All pretty essential to the modern world...



PSD

==========

This is the work of an Italian narco-anarchic collective. Don't bother insulting them, they can't read English anyway.

Re: Generics
Posted by: Ptolemy (---.range217-44.btcentralplus.com)
Date: July 11, 2003 08:06PM

Oh come on, THAT old game?!

Let's play Pretend Everything Was Invented By The French

Non-player: "So we've got upgrade to a 54Kbps modem." Player: "Modem. That's one of my favourite words. Do you know where the name comes from?" Non-player: "No, where?" Player: "Well, you see, it was invented by Pierre M'Odem who first had the idea one day when he was messing about with a Swanee whistle, so they named it after him" Non-player: "Really? Is that the time? Gotta' go..."

In the above example the player would do reasonably well on the preposterousness scale, since there's a good chance that the non-player would know where the name "modem" actually does come from. They'd gain extra credit for the semi-plausible supporting details, but they'd lose some points for the, frankly, cack-handed way in which they brought it into the conversation.

Other famous inventors that could be referred to are: Pierre Binomial (binomial theorem), Francois Photocopieur, Marie Le Vitation and, ohhhhh, pretty much anything you can think of.

Re: Generics
Posted by: Simon (193.82.99.---)
Date: July 12, 2003 12:37PM

Margerine? Yuck! Give me butter, any day...

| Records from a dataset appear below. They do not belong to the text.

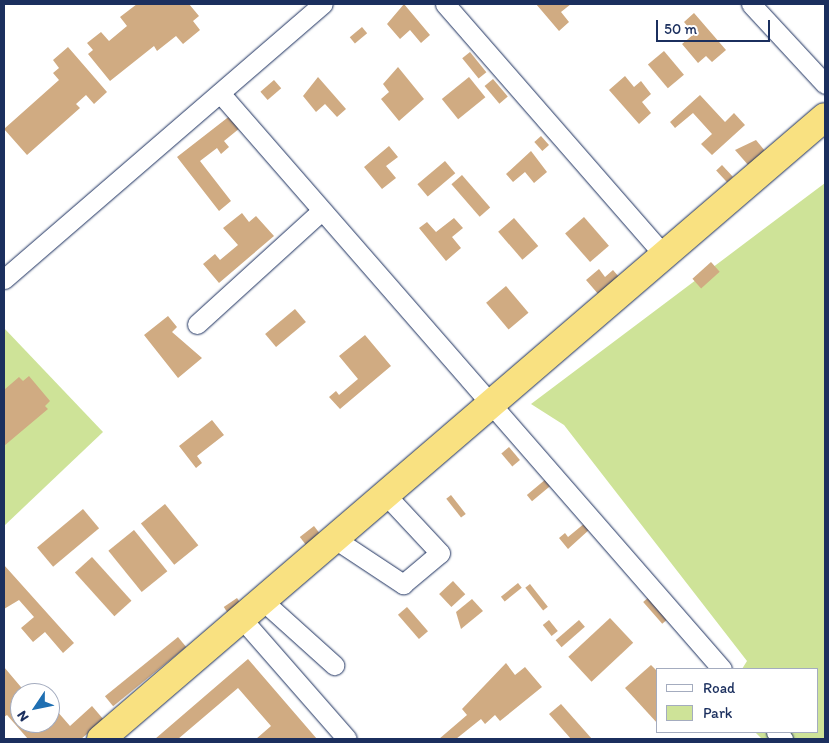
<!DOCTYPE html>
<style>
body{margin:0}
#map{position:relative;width:829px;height:743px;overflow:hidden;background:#fff;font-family:Itim,sans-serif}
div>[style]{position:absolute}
.green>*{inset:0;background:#cee398}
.building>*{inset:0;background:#d0ab82;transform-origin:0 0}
.roads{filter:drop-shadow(0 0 1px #1b2f5e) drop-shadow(0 0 1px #1b2f5e)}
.minor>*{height:19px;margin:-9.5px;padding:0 9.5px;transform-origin:9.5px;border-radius:9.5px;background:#fff}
.highway>*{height:28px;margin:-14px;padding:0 14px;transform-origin:14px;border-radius:14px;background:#f9e181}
span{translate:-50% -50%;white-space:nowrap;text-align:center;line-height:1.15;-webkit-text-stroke:4.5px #fff;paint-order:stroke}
.frame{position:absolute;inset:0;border:5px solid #1b2f5e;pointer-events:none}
.legend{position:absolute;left:656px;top:668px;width:162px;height:65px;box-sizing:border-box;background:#fff;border:1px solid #a4acbf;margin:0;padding:6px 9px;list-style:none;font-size:15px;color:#1b2f5e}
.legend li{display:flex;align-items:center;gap:10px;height:25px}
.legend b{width:25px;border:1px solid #a4acbf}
.north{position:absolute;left:10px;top:683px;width:50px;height:50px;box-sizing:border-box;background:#fff;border:1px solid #a4acbf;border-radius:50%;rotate:236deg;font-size:14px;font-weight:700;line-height:20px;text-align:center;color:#1b2f5e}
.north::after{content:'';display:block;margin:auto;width:18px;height:22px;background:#1f6fb2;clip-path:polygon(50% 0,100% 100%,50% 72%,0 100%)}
.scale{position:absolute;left:656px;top:20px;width:114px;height:22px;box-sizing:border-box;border:2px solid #1b2f5e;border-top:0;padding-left:6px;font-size:15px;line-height:18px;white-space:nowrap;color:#1b2f5e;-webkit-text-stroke:4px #fff;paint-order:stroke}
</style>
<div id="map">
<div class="green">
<i style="clip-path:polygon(825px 183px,825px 739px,762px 739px,755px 732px,818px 732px,818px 669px,742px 669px,747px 661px,564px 425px,531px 404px)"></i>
<i style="clip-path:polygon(4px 328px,103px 432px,4px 526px)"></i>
</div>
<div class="building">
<i style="clip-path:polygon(137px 4px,189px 4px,199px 16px,193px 21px,200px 30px,183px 44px,176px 36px,157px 51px,154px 46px,110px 81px,88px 54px,93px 50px,87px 43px,101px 32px,109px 41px,127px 26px,120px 17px)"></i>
<i style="clip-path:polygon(404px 4px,430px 35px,421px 43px,410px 30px,400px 39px,387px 24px)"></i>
<i style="clip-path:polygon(536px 4px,571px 4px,561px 12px,569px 22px,559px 31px)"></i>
<i style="clip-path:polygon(694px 13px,726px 50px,712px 62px,706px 56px,698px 63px,682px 44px,694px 34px,684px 22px)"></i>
<i style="left:362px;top:27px;width:8px;height:16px;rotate:50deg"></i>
<i style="clip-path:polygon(68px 47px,107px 92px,94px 104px,86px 95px,76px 104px,80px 108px,27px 155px,4px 129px,59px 80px,53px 73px,59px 68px,53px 60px)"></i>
<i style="left:664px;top:51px;width:31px;height:21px;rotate:50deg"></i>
<i style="left:470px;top:52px;width:26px;height:10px;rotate:51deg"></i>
<i style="clip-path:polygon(398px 67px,424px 99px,399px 121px,381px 99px,389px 92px,383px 84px)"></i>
<i style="clip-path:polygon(625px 76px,634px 87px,641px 81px,651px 94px,642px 102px,651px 113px,639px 124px,609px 90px)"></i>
<i style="clip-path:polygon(318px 77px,346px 109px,337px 117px,325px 104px,316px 112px,303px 96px)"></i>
<i style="left:469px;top:77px;width:26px;height:35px;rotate:51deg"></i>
<i style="left:493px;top:79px;width:23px;height:11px;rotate:50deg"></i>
<i style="left:274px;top:80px;width:11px;height:18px;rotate:49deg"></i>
<i style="clip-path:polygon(700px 95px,725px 122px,734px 113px,745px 125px,712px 155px,701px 144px,712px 134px,693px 113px,675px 128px,670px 122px)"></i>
<i style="clip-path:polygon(231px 115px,240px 128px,224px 141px,229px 147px,221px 154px,217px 148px,200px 161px,231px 201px,219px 211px,177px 157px)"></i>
<i style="left:541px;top:136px;width:12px;height:9px;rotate:48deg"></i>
<i style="clip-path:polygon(756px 140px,765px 151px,749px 166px,735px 150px)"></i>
<i style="clip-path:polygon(389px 146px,398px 157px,386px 166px,396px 178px,382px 189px,364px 167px)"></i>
<i style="clip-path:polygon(531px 151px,547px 172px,534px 183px,525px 172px,513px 182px,506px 174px)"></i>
<i style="left:445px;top:161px;width:16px;height:36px;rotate:50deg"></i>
<i style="left:722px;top:165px;width:16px;height:8px;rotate:47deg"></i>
<i style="left:462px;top:175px;width:43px;height:14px;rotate:49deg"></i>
<i style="clip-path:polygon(242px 213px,249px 222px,256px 216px,274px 236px,219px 283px,203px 264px,215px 254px,220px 260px,238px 245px,223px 228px)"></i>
<i style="left:584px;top:217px;width:38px;height:25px;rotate:49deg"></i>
<i style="clip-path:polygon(454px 218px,463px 228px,452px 237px,461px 248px,446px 261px,419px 228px,427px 222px,436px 232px)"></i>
<i style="left:514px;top:218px;width:37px;height:21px;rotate:49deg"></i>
<i style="left:711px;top:262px;width:13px;height:25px;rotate:48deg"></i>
<i style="clip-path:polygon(599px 269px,605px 277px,613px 270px,619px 277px,599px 295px,586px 280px)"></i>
<i style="left:506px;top:286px;width:35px;height:26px;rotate:50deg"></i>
<i style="left:295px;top:309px;width:17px;height:39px;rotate:50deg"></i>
<i style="clip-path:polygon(168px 316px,177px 327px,172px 332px,202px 358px,178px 378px,144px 335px)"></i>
<i style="clip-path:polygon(365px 335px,391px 366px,340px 409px,329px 397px,336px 391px,339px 395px,358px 379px,339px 356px)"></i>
<i style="clip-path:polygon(29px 376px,50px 401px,45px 406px,48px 409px,4px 446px,4px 390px,19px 377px,23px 381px)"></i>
<i style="clip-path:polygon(212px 420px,224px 435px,197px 456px,202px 463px,196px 468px,179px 446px)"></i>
<i style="left:509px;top:447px;width:17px;height:10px;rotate:50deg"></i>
<i style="left:546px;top:479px;width:8px;height:25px;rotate:50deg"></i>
<i style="left:451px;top:495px;width:24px;height:6px;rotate:52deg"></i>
<i style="left:165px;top:504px;width:53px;height:31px;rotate:51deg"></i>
<i style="left:83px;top:509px;width:25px;height:60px;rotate:50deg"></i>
<i style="clip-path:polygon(585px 523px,590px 529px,568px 549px,559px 538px,565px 533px,568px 537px)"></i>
<i style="left:314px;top:526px;width:11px;height:18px;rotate:52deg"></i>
<i style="left:134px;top:530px;width:53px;height:33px;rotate:51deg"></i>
<i style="left:92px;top:557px;width:59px;height:23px;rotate:48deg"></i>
<i style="clip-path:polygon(4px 565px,74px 643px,63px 653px,45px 632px,33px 642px,21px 628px,34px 617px,19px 600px,4px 609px)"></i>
<i style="left:453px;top:581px;width:18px;height:19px;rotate:47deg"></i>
<i style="left:518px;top:583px;width:6px;height:22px;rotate:51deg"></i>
<i style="left:530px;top:584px;width:29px;height:6px;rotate:52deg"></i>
<i style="left:650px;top:596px;width:29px;height:9px;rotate:49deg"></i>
<i style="left:237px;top:598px;width:7px;height:16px;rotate:56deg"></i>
<i style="clip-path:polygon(472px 599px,483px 611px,461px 629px,456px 612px)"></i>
<i style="left:407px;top:607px;width:32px;height:12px;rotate:49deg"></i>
<i style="left:610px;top:618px;width:34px;height:57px;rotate:47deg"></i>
<i style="left:549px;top:620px;width:14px;height:8px;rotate:51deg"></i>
<i style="left:579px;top:620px;width:9px;height:31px;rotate:49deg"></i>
<i style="left:178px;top:637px;width:13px;height:94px;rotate:51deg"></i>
<i style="clip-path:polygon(248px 659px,317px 739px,256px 739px,271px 726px,238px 688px,178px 739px,155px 739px)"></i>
<i style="clip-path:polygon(506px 663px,515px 675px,525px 667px,542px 687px,500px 721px,495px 715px,485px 724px,481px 719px,456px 739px,439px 739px,467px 715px,462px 709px)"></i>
<i style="clip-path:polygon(651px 665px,658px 672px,658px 724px,625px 688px)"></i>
<i style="clip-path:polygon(4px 667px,26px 693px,20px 693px,20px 723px,50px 723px,50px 703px,70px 726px,92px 706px,104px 720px,81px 739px,28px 739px,7px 715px,4px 717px)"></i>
<i style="clip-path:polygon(561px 704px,592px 739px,571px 739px,549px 714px)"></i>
</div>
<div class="roads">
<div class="minor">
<i style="left:445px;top:4px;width:333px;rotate:48.9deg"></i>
<i style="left:751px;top:4px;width:109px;rotate:47.2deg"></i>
<i style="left:220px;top:93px;width:764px;rotate:48.93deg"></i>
<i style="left:4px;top:279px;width:421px;rotate:-40.8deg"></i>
<i style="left:197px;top:324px;width:168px;rotate:-42.3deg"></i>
<i style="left:335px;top:539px;width:82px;rotate:33.5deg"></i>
<i style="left:403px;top:584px;width:48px;rotate:-40deg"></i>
<i style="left:440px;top:553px;width:79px;rotate:-133deg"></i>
<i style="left:263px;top:601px;width:96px;rotate:42deg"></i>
<i style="left:242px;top:619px;width:159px;rotate:48.8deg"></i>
<i style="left:776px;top:732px;width:10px;rotate:45deg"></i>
</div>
<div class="highway">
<i style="left:101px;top:739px;width:954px;rotate:-40.67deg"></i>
</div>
</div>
<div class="frame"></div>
<ul class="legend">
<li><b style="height:6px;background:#fff"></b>Road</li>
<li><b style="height:14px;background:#cee398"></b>Park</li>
</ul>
<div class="north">N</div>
<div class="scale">50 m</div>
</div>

************************************************************

Warning! Product may contain Newts!

Re: Generics
Posted by: belochka (---.in-addr.btopenworld.com)
Date: July 12, 2003 09:02PM

Let us all give thanks for something that the French do seem to have an historical edge at. What other country within Europe could have produced so many impenetrable, convoluted, gloomy, introverted to the point of being up your own a**e and outright boring "classic" novels.

Re: Generics
Posted by: jon (---.proxy.aol.com)
Date: July 13, 2003 01:08AM

Russia?

(and I thought you were on cold turkey?)



- - -
I am very interested in the Universe. I am specialising in the Universe and everything surrounding it. - E. L. Wisty

Re: Generics
Posted by: Anonymous User (---.usask.ca)
Date: October 31, 2005 06:32AM

It always struck me as odd that here in Canada, which is part of the British commonwealth, we converted to the metric system, while the US, which takes great stock in being 'independant' of the British, uses the 'Imperial' measuring system. Granted, they've made some of their own modifications to it, but still, it seems a bit backward.